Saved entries
---

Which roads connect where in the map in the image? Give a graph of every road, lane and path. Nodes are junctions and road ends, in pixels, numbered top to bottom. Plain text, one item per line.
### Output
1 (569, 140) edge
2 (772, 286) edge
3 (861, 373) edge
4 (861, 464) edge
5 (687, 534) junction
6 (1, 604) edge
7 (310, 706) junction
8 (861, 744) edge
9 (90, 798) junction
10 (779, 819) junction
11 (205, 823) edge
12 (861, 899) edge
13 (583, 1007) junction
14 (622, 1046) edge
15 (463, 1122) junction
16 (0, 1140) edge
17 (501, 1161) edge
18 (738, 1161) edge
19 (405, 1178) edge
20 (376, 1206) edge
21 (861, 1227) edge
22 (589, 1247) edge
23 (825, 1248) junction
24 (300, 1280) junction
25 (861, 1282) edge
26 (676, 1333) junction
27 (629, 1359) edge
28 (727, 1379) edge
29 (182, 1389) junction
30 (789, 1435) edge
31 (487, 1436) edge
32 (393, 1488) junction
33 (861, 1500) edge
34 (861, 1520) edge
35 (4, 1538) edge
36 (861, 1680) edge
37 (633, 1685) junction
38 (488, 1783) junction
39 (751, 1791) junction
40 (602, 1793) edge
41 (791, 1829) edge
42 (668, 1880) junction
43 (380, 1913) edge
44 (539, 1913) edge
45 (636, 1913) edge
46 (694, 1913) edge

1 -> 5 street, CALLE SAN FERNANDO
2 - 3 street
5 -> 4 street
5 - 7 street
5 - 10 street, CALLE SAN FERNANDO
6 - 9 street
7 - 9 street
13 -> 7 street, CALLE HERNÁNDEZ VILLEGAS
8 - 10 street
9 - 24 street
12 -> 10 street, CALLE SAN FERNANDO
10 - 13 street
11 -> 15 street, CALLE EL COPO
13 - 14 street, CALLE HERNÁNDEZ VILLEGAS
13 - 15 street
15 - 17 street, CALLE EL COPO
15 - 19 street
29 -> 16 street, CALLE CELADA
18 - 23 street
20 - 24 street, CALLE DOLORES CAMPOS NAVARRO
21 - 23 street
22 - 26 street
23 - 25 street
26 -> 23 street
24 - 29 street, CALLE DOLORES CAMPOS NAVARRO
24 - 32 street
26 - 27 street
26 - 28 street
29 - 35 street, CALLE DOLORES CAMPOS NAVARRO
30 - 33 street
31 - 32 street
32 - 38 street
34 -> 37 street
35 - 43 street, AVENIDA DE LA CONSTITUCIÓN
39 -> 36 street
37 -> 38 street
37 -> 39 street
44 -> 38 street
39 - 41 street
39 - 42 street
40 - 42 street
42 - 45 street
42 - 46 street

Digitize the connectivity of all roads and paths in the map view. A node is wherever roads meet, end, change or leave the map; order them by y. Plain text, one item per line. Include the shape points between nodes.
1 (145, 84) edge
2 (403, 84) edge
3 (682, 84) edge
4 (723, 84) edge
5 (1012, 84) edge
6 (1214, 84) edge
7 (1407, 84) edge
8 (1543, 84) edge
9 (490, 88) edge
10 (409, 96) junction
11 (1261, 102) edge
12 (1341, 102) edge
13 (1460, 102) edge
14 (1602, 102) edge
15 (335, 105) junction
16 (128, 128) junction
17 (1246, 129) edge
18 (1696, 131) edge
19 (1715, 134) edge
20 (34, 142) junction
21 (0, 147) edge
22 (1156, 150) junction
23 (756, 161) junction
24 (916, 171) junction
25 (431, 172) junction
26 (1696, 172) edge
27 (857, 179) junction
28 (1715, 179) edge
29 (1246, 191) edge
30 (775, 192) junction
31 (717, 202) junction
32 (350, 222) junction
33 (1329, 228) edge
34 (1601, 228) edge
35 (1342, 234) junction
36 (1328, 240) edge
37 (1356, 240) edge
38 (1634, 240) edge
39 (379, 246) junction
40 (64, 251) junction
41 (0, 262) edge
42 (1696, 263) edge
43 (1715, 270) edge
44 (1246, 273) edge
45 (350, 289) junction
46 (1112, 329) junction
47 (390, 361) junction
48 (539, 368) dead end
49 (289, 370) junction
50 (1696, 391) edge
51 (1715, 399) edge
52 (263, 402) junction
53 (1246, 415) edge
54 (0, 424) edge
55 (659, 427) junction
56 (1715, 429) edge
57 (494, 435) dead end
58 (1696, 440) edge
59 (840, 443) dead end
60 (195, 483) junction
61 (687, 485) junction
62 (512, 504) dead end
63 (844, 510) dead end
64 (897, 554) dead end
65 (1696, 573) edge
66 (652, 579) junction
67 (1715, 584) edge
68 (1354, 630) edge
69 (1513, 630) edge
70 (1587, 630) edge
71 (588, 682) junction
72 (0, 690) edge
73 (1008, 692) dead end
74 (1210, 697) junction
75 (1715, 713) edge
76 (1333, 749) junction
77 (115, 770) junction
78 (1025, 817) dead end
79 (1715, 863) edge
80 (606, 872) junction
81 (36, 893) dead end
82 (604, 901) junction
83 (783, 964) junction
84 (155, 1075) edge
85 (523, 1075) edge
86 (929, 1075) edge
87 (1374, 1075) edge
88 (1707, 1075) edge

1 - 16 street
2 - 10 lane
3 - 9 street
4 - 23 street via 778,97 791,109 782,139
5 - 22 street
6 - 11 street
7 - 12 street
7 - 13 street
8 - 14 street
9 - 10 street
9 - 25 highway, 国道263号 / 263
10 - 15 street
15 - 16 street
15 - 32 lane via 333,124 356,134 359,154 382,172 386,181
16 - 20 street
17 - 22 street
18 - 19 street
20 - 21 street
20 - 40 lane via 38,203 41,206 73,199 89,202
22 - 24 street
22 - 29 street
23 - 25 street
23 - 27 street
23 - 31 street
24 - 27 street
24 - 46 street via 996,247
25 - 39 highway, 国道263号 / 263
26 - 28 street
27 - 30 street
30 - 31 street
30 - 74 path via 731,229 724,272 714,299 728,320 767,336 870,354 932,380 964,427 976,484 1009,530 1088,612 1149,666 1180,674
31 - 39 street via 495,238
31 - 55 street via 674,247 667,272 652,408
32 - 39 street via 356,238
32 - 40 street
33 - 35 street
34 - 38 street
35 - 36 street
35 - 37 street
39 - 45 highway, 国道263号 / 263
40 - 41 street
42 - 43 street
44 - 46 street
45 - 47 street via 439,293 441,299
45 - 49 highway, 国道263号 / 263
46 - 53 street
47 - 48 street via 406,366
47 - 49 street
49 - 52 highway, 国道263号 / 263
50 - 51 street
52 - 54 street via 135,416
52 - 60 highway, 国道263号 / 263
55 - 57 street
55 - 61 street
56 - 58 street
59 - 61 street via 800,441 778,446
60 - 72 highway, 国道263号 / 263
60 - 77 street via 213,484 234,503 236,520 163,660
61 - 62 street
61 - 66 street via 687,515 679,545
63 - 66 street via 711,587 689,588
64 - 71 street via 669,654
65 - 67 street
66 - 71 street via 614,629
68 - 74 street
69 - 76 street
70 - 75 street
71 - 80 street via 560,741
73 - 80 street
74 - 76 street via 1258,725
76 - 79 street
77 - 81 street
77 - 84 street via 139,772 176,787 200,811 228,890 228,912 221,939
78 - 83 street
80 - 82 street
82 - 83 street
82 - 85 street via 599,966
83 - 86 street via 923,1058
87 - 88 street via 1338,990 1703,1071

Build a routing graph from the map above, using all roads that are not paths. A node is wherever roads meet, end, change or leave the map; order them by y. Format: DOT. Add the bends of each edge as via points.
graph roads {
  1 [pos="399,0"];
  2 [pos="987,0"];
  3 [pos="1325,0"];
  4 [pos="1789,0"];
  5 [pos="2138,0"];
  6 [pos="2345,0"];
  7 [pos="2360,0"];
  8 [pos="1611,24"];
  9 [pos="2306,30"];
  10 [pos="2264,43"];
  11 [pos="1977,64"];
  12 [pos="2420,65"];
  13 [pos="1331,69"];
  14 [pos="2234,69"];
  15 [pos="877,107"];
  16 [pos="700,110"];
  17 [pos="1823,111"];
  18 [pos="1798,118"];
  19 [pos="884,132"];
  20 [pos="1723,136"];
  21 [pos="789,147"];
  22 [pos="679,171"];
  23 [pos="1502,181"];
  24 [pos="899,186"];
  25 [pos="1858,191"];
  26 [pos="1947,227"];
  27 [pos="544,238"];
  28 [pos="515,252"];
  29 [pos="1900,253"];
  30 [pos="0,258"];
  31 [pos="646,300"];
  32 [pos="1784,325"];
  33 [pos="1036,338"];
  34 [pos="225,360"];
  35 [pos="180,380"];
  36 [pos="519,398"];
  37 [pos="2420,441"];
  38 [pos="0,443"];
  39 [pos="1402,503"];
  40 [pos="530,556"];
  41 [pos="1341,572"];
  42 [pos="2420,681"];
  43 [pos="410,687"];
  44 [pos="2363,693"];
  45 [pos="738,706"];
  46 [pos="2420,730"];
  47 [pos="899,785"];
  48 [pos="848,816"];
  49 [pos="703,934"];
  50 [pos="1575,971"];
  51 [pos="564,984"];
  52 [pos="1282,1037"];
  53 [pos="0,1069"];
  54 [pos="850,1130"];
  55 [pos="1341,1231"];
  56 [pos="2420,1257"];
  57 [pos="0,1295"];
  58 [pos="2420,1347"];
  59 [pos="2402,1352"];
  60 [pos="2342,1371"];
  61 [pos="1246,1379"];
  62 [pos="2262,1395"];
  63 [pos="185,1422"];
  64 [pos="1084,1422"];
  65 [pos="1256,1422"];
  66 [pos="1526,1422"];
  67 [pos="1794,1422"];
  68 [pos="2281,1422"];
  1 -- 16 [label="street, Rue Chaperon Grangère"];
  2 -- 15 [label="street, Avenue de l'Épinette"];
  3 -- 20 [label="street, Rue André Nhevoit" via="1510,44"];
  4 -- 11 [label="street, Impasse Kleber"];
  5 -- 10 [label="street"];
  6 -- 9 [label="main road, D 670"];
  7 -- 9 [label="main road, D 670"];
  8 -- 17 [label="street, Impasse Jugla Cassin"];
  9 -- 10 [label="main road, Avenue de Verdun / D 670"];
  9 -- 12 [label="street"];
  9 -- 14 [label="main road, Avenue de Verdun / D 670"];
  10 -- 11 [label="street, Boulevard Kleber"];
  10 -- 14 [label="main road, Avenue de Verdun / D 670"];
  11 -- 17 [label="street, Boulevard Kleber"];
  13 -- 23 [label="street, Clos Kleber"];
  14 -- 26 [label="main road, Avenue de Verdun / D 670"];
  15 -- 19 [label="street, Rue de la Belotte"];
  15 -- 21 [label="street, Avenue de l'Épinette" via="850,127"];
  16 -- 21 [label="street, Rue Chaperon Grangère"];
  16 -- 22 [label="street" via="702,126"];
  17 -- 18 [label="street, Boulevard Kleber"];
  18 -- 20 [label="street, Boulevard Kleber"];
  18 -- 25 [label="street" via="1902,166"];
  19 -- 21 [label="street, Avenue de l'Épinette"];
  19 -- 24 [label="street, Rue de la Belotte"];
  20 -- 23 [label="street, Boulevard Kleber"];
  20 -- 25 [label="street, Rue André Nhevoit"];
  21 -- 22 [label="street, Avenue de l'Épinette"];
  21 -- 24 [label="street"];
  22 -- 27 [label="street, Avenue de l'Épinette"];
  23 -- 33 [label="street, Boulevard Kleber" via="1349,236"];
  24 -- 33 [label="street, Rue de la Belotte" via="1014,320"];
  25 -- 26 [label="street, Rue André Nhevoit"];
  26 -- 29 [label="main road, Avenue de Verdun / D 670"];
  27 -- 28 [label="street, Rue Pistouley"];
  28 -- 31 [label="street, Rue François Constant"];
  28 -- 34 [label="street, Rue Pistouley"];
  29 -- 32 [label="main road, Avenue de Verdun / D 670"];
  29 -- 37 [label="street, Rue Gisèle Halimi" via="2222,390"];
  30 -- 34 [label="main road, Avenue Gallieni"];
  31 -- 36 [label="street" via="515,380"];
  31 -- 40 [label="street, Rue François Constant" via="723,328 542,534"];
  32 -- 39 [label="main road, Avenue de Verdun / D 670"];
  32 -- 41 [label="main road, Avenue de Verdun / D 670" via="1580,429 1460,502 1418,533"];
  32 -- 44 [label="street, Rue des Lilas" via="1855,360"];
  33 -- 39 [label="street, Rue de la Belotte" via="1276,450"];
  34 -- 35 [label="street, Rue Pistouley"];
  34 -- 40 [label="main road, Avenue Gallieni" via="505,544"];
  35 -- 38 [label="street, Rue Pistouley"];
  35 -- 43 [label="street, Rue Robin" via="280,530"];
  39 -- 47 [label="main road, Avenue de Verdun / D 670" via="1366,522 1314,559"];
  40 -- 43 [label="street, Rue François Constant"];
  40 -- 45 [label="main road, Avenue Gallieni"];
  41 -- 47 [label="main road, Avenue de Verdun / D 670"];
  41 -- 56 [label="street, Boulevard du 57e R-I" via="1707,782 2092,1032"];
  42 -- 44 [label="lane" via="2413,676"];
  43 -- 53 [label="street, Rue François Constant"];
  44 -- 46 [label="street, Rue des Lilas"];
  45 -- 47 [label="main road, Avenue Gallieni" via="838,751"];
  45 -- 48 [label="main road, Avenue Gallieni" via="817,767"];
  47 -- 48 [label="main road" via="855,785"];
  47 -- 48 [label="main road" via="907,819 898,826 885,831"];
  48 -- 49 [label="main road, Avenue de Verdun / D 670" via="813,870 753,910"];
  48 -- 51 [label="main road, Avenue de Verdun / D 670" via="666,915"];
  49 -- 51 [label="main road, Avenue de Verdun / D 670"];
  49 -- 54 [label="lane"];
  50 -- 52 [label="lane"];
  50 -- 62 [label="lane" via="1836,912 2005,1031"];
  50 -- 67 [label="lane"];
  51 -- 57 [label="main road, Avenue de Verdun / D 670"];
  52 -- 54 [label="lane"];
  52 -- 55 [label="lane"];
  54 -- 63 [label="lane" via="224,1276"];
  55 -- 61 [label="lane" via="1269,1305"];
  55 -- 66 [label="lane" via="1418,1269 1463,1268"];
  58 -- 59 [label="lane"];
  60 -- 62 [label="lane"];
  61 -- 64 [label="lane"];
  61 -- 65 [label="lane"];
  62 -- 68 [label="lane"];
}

---

PROBLEM REQUIREMENTS: Every line in the records above that contains the word "HERNÁNDEZ" is to be copied out.

TASK RESPONSE:
13 -> 7 street, CALLE HERNÁNDEZ VILLEGAS
13 - 14 street, CALLE HERNÁNDEZ VILLEGAS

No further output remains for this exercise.